**Exercise objective**: Within the records, determine how many lines contain the word "Pond". Your reply must consist of that number only.
(Dataset entries begins)
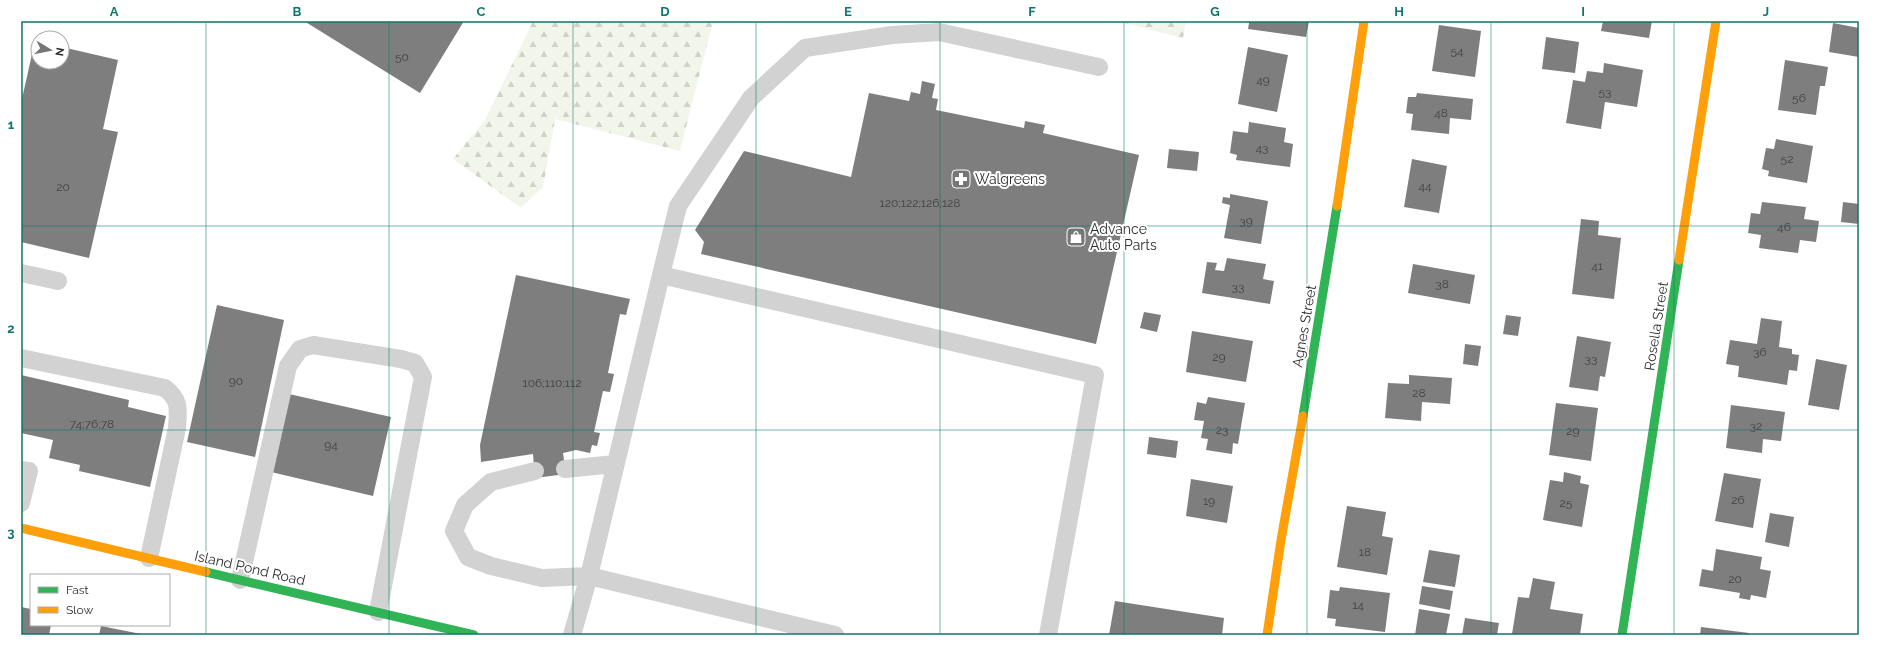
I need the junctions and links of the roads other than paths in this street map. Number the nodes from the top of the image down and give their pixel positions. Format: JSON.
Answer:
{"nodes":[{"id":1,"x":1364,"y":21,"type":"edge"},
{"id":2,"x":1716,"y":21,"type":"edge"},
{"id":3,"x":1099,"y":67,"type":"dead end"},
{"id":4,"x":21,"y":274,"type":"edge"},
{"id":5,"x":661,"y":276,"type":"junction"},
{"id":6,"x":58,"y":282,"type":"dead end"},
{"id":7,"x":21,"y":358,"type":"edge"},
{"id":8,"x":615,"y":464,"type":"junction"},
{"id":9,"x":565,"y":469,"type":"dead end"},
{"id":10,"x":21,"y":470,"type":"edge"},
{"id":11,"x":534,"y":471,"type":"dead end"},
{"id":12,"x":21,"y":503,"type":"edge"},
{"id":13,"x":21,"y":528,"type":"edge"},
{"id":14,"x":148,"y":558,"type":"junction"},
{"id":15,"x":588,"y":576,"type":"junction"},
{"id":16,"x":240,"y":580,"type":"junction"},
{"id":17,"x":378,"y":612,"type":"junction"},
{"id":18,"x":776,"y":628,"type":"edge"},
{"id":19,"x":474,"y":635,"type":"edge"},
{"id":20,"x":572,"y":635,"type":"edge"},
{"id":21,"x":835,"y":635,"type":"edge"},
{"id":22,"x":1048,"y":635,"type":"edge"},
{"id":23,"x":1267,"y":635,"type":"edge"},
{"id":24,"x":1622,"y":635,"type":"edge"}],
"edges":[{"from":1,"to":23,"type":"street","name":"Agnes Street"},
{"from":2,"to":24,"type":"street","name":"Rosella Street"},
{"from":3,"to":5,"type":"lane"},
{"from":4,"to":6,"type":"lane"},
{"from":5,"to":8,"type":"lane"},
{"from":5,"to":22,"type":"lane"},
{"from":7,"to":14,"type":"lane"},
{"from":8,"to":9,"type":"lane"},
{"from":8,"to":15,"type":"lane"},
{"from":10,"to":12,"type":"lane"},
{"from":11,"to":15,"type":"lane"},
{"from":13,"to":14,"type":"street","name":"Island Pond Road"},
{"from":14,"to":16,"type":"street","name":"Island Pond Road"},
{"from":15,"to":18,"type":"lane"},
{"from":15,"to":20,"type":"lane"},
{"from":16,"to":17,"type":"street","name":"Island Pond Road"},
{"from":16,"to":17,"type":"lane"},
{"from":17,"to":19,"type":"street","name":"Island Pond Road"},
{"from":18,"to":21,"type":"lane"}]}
(Dataset entries ends)
**Answer section**: 4